◆ Task to carry out ◆
When a line of the records below contains the string "dead", copy that whole line.

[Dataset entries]
--

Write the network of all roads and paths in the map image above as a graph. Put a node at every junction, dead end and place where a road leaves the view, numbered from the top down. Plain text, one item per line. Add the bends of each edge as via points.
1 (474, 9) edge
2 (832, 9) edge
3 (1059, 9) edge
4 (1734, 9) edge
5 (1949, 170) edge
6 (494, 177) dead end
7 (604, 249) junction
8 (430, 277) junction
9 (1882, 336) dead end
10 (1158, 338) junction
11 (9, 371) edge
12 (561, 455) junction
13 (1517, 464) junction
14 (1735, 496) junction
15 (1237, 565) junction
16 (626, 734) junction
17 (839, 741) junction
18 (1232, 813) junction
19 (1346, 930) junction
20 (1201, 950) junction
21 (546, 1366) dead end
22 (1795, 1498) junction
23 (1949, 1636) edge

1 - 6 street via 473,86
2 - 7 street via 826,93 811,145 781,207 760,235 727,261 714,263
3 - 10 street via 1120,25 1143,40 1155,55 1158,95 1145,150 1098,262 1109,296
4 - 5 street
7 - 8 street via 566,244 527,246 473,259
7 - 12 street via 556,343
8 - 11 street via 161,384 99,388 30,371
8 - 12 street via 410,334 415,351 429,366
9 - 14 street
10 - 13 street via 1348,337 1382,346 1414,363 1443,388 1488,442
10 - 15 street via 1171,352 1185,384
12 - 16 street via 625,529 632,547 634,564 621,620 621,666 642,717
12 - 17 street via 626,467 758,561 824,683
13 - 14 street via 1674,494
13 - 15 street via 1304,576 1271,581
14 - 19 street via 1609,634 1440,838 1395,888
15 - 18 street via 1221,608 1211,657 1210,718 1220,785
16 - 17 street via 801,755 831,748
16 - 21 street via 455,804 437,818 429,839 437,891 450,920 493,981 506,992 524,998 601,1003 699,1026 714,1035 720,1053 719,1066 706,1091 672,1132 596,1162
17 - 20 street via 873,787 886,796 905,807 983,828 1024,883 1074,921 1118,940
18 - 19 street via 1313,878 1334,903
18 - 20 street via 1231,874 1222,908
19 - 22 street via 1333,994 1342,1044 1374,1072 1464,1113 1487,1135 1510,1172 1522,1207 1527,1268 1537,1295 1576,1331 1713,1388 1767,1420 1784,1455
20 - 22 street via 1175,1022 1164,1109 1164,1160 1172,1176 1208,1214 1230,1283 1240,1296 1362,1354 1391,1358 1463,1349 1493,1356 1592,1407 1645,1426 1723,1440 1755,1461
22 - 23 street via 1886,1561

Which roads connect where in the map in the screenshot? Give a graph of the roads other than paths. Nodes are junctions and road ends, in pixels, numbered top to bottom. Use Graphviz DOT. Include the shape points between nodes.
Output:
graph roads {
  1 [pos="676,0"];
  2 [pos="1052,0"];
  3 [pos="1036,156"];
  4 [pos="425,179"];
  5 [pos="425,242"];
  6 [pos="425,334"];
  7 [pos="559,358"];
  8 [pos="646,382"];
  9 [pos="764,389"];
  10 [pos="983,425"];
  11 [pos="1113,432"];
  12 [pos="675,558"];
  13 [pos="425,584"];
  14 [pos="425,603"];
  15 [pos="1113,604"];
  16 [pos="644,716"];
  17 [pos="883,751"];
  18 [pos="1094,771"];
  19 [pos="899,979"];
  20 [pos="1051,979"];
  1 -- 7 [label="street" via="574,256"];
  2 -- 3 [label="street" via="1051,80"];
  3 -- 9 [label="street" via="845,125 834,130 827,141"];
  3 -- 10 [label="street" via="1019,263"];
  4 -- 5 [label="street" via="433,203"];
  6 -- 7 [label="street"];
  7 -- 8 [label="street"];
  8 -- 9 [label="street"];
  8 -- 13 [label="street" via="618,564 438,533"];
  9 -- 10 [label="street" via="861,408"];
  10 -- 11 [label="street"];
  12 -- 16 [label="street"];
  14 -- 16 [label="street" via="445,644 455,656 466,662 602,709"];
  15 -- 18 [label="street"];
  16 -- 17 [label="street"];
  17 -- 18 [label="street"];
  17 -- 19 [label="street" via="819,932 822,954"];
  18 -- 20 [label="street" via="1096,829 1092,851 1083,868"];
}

--

◆ Exercise result ◆
Write the network of all roads and paths in the map image above as a graph. Put a node at every junction, dead end and place where a road leaves the view, numbered from the top down. Plain text, one item per line. Add the bends of each edge as via points.
6 (494, 177) dead end
9 (1882, 336) dead end
21 (546, 1366) dead end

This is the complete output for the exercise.